**About this task**. From the listing below, output only the lines starting at the line that has "thumb mcp: (163, 156)" and ending at the line that has "index pip: (180, 111)", exactly as they appear, ends included.

**Extracted entries**.
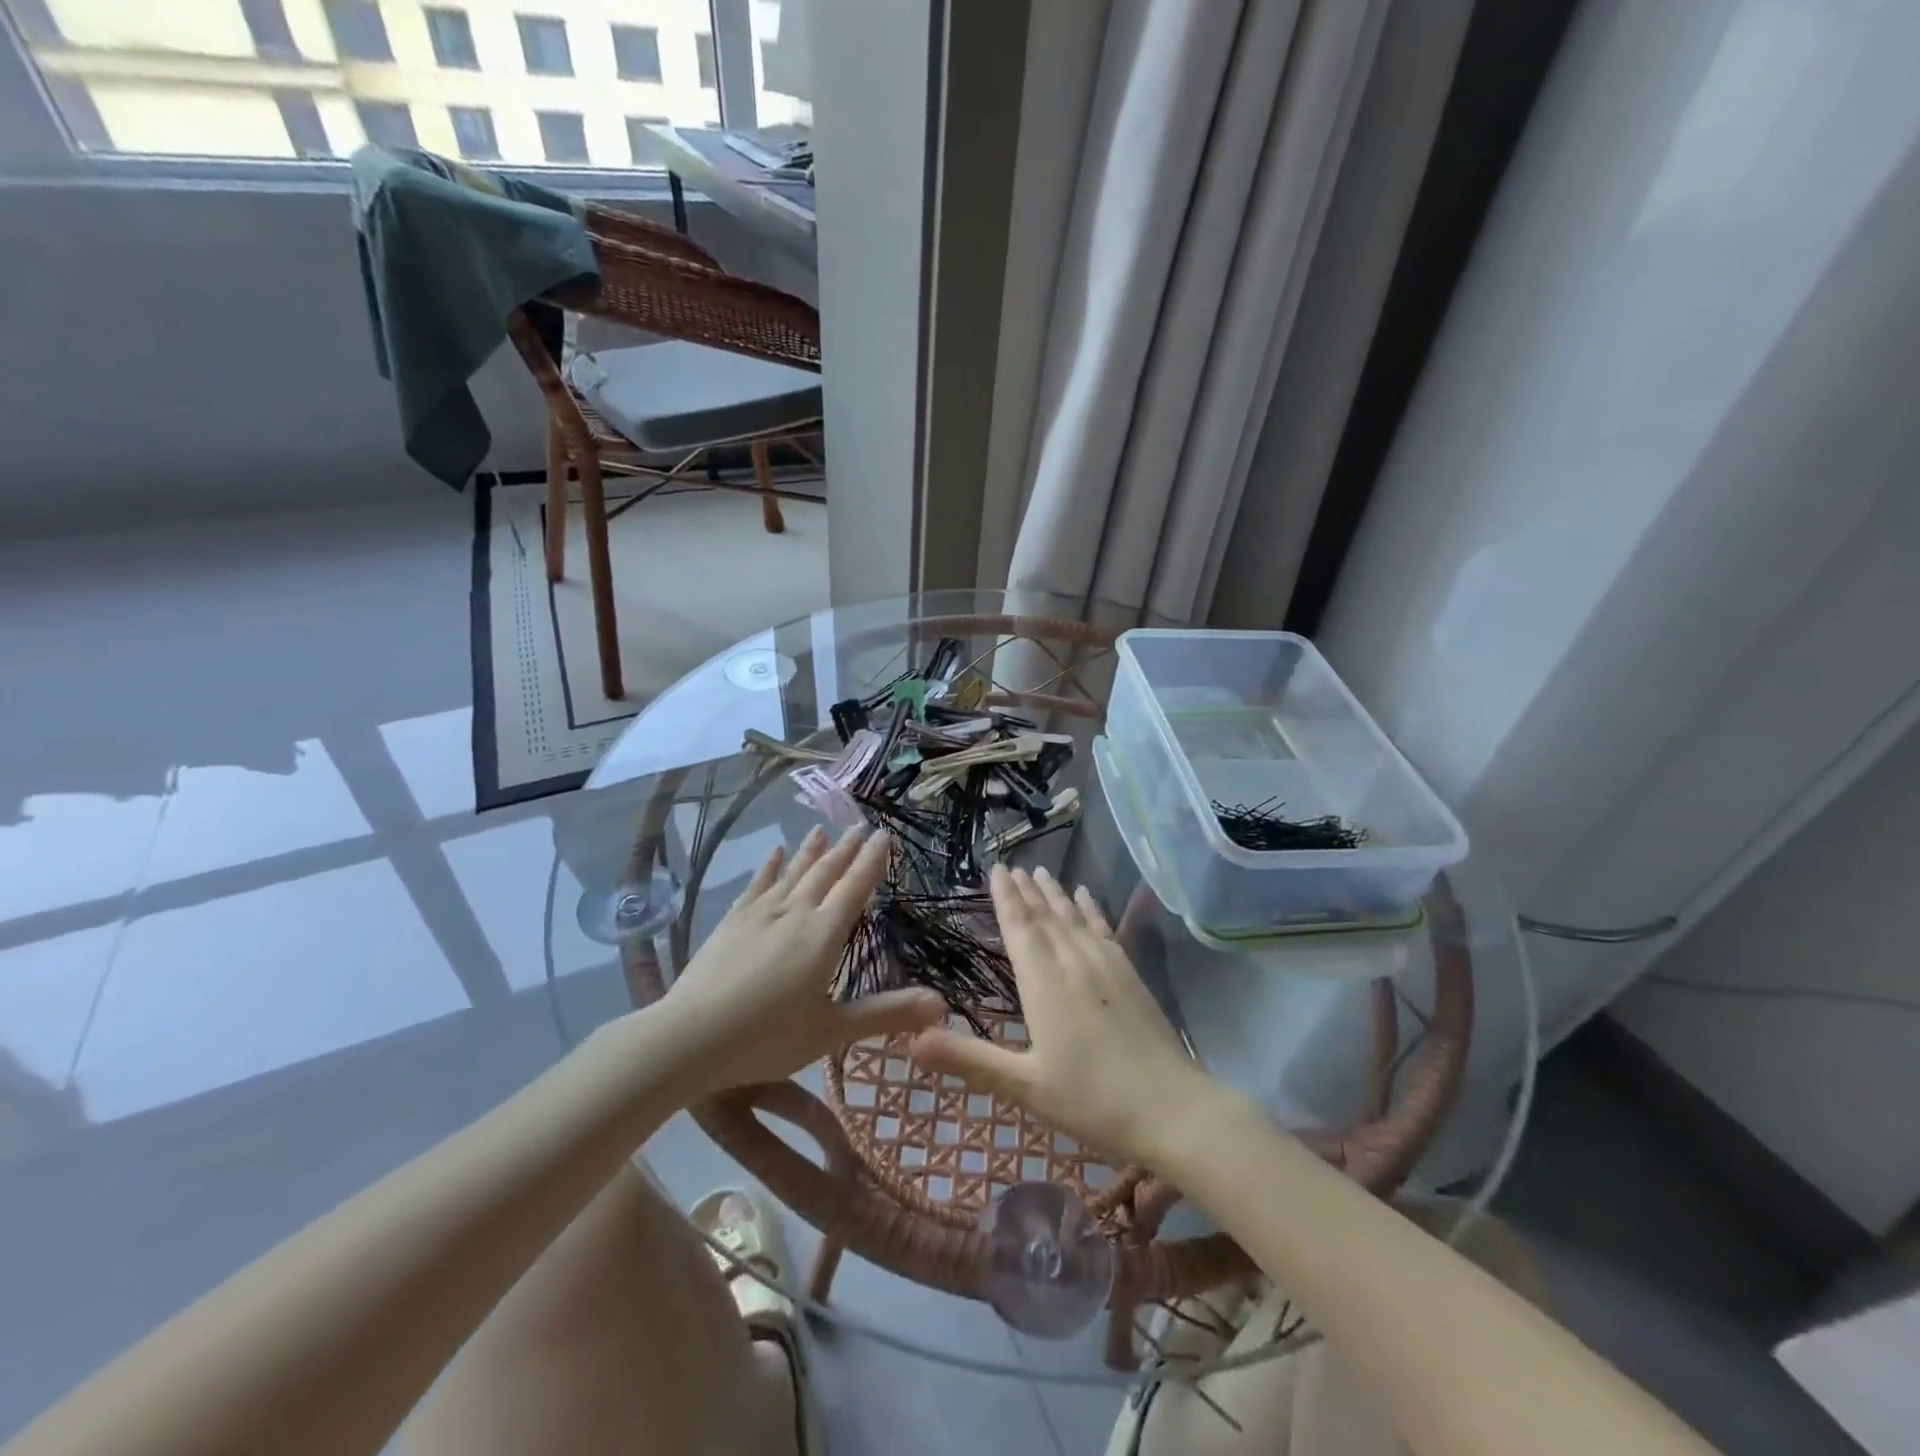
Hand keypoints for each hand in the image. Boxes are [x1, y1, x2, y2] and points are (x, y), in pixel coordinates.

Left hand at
---
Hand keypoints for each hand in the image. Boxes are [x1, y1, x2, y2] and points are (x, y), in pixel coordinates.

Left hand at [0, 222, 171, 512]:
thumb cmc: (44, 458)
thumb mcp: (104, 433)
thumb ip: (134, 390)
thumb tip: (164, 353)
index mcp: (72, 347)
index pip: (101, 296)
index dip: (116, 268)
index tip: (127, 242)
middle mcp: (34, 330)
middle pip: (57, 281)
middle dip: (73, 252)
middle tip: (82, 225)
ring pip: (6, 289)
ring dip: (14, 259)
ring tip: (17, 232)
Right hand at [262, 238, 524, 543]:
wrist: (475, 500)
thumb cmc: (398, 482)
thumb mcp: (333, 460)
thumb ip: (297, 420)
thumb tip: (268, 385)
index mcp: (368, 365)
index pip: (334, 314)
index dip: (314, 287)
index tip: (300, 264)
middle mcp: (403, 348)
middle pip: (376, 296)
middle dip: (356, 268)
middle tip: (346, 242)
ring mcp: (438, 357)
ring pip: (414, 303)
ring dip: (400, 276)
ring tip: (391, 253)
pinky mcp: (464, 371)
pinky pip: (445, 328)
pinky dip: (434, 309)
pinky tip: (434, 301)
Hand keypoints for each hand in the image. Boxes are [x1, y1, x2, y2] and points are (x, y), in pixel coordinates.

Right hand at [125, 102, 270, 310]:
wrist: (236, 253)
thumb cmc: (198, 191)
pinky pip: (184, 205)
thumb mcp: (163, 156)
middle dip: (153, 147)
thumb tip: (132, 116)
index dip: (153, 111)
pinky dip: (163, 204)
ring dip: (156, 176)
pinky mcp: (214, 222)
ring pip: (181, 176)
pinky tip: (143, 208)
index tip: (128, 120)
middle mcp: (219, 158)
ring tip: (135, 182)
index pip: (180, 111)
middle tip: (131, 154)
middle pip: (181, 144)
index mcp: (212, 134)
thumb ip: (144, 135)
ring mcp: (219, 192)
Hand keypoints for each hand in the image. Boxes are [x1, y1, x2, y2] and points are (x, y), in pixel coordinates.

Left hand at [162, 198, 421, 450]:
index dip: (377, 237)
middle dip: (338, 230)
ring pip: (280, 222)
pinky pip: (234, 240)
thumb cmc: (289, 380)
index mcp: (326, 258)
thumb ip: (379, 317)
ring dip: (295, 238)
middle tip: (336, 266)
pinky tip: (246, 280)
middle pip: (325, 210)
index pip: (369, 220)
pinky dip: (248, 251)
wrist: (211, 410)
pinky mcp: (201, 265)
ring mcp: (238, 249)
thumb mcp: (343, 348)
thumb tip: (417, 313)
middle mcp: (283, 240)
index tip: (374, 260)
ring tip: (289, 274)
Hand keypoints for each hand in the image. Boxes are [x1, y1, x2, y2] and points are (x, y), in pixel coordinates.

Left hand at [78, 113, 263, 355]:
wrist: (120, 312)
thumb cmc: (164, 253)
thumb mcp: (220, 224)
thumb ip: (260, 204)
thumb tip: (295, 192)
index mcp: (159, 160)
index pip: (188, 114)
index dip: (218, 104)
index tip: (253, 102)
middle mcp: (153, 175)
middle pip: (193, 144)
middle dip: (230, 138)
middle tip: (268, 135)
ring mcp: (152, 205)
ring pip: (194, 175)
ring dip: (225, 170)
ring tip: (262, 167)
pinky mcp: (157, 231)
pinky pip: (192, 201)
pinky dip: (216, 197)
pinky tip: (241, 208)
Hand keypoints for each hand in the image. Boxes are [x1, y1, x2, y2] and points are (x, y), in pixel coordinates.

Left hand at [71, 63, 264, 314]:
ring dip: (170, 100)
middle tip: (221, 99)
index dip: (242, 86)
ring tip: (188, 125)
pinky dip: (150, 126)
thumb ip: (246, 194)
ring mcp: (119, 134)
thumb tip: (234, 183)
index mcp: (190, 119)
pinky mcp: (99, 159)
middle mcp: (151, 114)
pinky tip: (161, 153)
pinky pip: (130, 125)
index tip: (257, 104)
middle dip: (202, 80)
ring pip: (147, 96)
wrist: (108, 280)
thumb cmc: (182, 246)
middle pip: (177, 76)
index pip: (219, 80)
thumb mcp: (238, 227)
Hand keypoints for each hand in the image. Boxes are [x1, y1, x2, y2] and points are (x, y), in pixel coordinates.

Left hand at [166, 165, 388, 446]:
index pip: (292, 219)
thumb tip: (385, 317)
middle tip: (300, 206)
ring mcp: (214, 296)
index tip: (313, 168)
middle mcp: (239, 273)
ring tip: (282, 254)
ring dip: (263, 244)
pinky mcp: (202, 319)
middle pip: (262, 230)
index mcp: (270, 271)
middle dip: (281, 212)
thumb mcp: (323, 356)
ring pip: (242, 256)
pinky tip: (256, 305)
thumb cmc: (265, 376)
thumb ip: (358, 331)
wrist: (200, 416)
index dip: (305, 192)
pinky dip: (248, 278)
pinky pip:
--
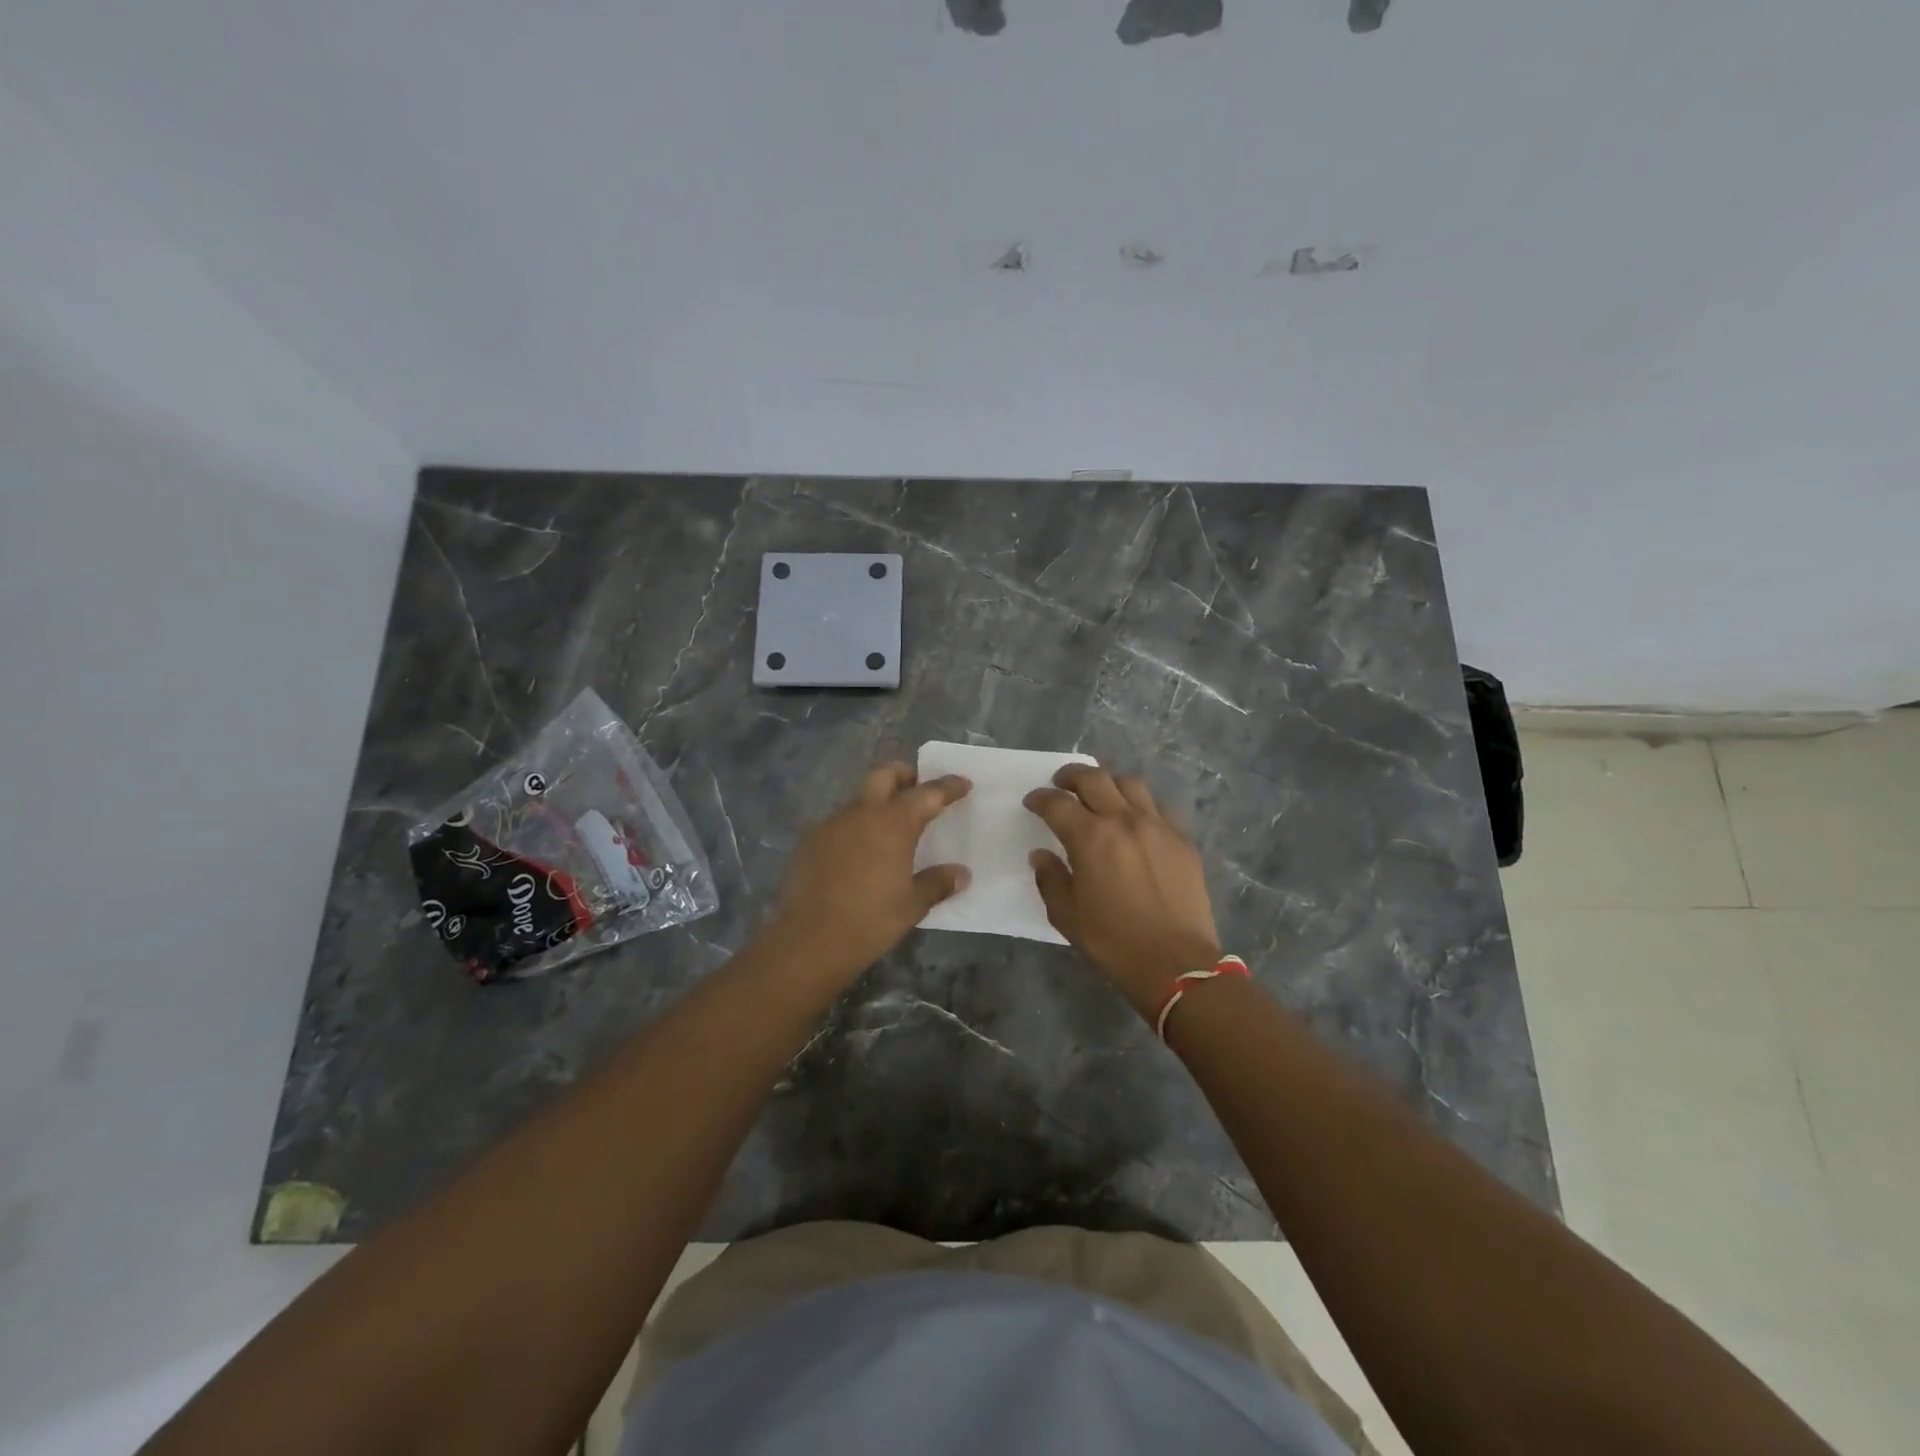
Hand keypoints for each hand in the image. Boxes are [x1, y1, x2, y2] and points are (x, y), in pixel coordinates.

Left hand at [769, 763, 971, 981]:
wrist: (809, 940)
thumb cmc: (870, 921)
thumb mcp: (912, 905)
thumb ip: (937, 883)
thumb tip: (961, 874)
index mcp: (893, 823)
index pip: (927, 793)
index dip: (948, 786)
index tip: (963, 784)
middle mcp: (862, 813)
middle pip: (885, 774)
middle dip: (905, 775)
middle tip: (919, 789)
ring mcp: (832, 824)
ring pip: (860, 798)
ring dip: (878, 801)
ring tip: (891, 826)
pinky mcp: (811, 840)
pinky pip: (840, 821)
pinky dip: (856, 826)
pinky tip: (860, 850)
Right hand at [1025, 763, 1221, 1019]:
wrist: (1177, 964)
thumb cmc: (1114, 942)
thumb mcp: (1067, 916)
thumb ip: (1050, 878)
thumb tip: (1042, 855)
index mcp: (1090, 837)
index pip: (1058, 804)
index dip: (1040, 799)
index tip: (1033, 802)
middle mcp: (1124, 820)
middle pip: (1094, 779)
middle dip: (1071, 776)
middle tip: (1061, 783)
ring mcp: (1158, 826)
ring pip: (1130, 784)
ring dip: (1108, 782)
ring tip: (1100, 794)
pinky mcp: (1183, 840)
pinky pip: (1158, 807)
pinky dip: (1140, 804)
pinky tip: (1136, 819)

**Output below**.
thumb mcp: (163, 156)
middle dip: (153, 147)
thumb tip: (132, 116)
index dip: (153, 111)
pinky dip: (163, 204)
ring dip: (156, 176)
pinky mcp: (214, 222)
ring pip: (181, 176)
pinky tip: (143, 208)
index tip: (128, 120)
middle mcp: (219, 158)
ring tip: (135, 182)
index pip: (180, 111)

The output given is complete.